Olympia’s new crisis response team gets 700 calls, mostly to homeless
Olympia’s Crisis Response Unit only officially launched in April, but already it’s found itself taking calls numbering in the hundreds, primarily to the city’s homeless population.
The team is designed for mental health outreach throughout the state capital, dealing in crisis counseling, conflict resolution, substance abuse, mental health, first aid, transportation to services, and more.
According to a report from The Olympian, the CRU has already fielded 700 calls in just two months of official operations (the team has been on the streets in an unofficial capacity since January). A “vast majority” of those calls had the CRU in contact with homeless experiencing mental health issues.
“More than half” of those calls were made by CRU members, 73 came from police or fire crews, and 63 came from emergency dispatchers.
But not everything the unit responds to is an immediate emergency — sometimes, it’ll walk the streets simply to provide rides to essential services, pass out granola bars and blankets, or distribute socks and shoes.
The CRU is emphatic about the fact that it never “restrain(s) people against their will,” and isn’t designed to mandate inpatient mental health care. Rather, its members employ a more gentle touch with its “peer navigators.”

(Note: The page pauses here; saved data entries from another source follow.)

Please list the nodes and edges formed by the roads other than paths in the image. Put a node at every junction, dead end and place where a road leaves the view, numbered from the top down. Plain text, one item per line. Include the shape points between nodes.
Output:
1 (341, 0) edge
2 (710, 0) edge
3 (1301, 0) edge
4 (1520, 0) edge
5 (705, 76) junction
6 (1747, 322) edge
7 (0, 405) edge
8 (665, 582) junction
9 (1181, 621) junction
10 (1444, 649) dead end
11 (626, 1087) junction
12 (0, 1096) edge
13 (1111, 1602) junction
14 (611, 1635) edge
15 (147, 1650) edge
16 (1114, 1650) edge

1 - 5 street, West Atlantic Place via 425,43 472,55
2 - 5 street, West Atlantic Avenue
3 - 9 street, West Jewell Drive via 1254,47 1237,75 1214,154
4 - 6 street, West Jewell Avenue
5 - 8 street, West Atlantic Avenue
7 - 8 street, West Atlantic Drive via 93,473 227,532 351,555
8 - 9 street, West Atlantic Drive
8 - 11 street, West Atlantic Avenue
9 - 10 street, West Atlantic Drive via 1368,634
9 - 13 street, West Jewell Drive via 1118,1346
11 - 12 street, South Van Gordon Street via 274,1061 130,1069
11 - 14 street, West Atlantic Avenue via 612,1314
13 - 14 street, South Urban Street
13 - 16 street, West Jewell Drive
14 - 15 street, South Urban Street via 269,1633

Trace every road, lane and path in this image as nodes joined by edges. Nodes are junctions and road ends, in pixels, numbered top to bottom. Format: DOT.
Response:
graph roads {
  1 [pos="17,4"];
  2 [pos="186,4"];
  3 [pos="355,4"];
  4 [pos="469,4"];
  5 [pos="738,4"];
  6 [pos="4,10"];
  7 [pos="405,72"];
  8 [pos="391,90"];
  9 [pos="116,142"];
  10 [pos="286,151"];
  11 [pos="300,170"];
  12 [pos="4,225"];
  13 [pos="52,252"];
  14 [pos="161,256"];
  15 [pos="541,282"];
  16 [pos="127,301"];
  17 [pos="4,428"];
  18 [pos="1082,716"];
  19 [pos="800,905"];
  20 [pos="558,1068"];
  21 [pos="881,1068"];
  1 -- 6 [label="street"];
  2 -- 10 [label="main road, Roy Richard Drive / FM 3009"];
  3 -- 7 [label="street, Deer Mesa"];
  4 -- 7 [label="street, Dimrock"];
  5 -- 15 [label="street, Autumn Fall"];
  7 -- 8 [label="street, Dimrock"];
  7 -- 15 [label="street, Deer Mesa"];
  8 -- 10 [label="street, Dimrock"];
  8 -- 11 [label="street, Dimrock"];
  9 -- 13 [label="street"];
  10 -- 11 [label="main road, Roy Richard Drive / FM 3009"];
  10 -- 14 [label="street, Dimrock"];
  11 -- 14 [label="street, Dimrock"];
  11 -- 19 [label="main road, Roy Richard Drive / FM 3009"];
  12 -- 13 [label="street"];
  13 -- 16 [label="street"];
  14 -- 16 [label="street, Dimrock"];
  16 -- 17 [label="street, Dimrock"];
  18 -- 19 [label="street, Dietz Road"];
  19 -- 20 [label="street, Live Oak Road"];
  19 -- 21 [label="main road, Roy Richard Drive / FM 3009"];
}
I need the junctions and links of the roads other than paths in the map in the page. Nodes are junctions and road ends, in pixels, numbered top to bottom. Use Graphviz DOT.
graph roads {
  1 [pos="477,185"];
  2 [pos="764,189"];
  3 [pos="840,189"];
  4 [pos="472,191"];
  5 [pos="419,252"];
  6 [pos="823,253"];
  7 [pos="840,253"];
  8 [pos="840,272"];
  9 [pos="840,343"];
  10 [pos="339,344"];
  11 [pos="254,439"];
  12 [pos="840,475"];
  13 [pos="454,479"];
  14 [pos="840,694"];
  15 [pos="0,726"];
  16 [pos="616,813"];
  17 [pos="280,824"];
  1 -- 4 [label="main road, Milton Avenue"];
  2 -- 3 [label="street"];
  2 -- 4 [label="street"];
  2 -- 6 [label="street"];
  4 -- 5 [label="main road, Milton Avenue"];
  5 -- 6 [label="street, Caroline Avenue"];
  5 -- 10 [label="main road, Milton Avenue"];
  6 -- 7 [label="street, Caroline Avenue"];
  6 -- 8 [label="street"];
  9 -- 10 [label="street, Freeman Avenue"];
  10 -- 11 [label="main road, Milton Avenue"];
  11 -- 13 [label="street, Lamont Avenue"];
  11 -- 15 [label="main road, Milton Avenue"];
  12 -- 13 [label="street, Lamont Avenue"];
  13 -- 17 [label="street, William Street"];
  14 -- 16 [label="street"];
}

“Different from traditional service providers, peer navigators offer a shared life experience and non-judgmental and unconditional support to those they are assisting,” the program’s webpage reads.
In some situations, members will even carry cigarettes as a way to focus the attention of people in crisis, and deescalate a situation.
The team operates between 7 a.m. and 9 p.m. seven days a week. Staffing the CRU costs $497,000, plus $110,00 in what The Olympian calls “startup costs.” The team’s funding comes from a 2017 voter-approved public safety levy.
Olympia’s CRU provides services similar to Seattle’s own Navigation Team, with some key differences. Seattle’s Nav Team is designed specifically for homeless outreach, while the CRU works under a broader, “crisis response” mandate.
More specifically, Seattle’s Navigation Team is designed to extend a helping hand to Seattle’s homeless, remove encampments deemed unsafe, and connect the unsheltered with resources for housing.